Минчин: Юрий Петрович, вы верите, что действительно этот Шекспир написал все эти произведения?
Любимов: А мне это не важно, но я думаю, что этот. Хотя существует легенда, что это Бэкон и так далее. Но я считаю эту вещь поразительной даже для Шекспира, необыкновенной. И не случайно, что каждое поколение, и актер, и режиссер хотят себя через нее выразить. Как говорил Мейерхольд, напишите на моей могиле: «Здесь покоится режиссер, мечтавший, но так и не поставивший „Гамлета“ Шекспира».
Минчин: А где его могила?
Любимов: Никто не знает, ее нету. Как и Мандельштама, Бабеля, как и сотен, миллионов других.

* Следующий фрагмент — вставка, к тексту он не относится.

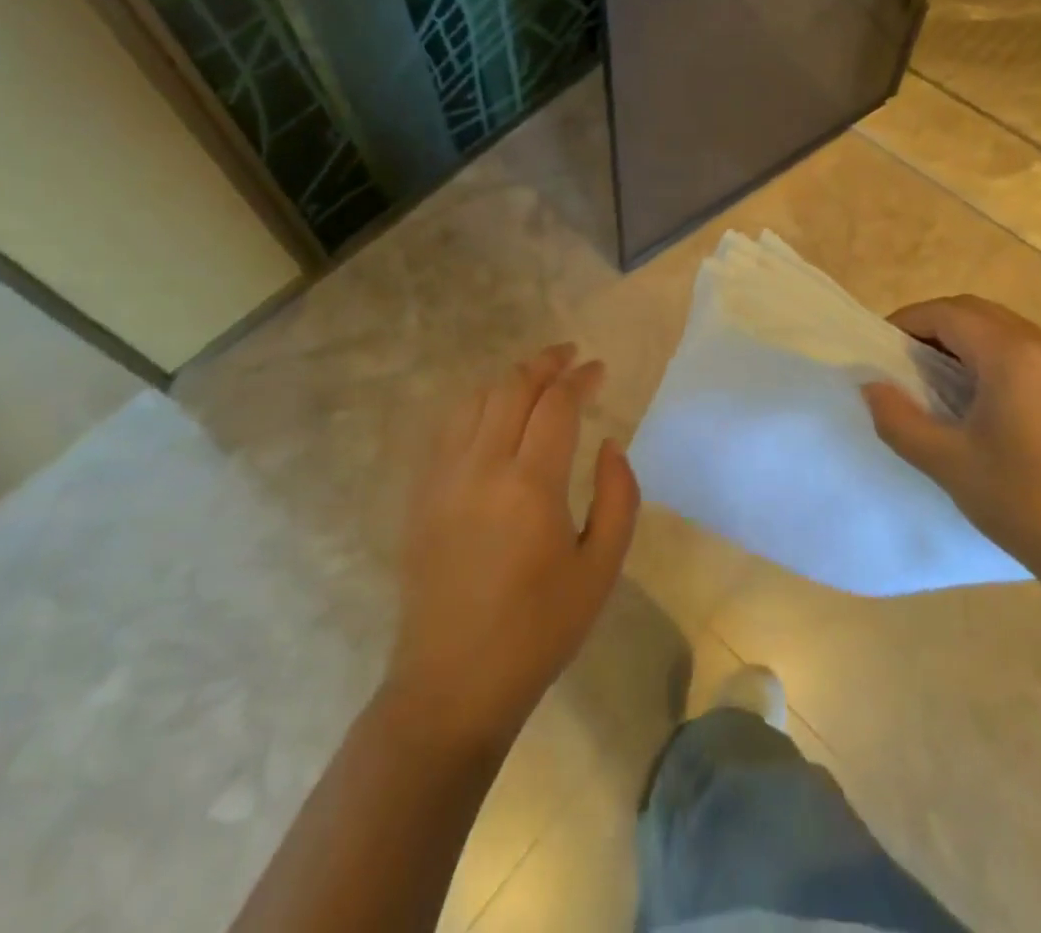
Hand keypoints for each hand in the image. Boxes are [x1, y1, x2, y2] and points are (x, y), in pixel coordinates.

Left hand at [385, 344, 639, 750]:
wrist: (453, 685)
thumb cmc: (539, 630)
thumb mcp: (601, 569)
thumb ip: (618, 497)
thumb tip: (609, 443)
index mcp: (530, 486)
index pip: (556, 404)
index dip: (580, 379)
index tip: (599, 369)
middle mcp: (482, 467)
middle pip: (512, 387)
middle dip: (545, 363)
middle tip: (570, 357)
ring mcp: (443, 478)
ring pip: (476, 399)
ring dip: (510, 379)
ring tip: (537, 379)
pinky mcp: (422, 494)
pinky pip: (449, 427)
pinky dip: (477, 404)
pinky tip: (494, 413)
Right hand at [861, 295, 1040, 586]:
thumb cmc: (1024, 502)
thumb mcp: (946, 462)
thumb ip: (897, 418)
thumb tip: (871, 386)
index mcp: (1013, 355)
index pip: (948, 313)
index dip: (909, 321)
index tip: (884, 347)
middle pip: (980, 313)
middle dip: (937, 326)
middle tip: (908, 361)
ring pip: (1010, 331)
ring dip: (971, 341)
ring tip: (945, 382)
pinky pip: (1036, 354)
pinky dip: (1002, 359)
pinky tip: (993, 403)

И когда начали мы репетировать пьесу, я поразился, что у Владимира желание было просто так, из воздуха. Что для биографии актер знаменитый должен сыграть Гамлета. К его чести, он все всегда понимал, когда начались репетиции и я стал докапываться: «Володя, а что ты два года хотел играть? Ну, объясни мне, не играй, объясни хотя бы, почему ты два года за мной ходил?» Владимир вообще удивительный человек по уму, видно по его стихам и песням, – как он слова чувствует, как он слышит, язык как он слышит уникально. Тот же Эрдман говорил: могу все понять, как пишет Галич, как пишет Булат, но как пишет Высоцкий – не могу понять. И это профессионал говорил. Он не мог понять «кухни»; там он понимал, а здесь не мог. И тогда я начал подходить к Владимиру с разных сторон. Больше всего через слово, но у него было прекрасное качество: он очень любил, когда не разговаривали, а чтобы я показал. Он говорил: «Вы покажите, что вы хотите, и я пойму». И он действительно понимал. То есть это была тяжелая и трудная работа, он запил, репетиции прекратились. Потом потребовали, чтобы я снял Высоцкого с роли, что это – не Принц. Я говорю: «Ну, вам видней, вы все время, в принципе, общаетесь с Королями…». В общем, вот такие были глупые разговоры, просто не хотели, чтобы Высоцкий играл, даже не понимаю, по каким причинам. Они говорили: хрипатый голос, – что это за Принц? Правда, они это произведение всегда не любили, еще давно, когда пытались в Вахтанговском театре поставить и я актером был. Потом там этот занавес, который кругом ходил, в любом направлении. С этим злосчастным занавесом – делали сложную конструкцию на вертолетном заводе – просчитались, и это все упало, чуть всех не убив. Как раз несли гроб Офелии, и упало на гроб, пробило гроб, но их спасло. Это было ужасно, занавес их всех накрыл, тишина, я в зале сижу и тихо говорю: «Жив кто-нибудь?..». Нет, сперва я дико заорал, так что все сбежались. Я заорал: «Стойте!», потому что они шли, а я видел, как это начало падать, оседать и проламываться. И я заорал, потому что понял, если они еще шаг шагнут, то как раз их… Завопил я нечеловеческим голосом, они остановились как вкопанные, но уже было поздно, уже удар сразу был. Гроб и крик спас, одному плечо повредило, но серьезных ранений не было.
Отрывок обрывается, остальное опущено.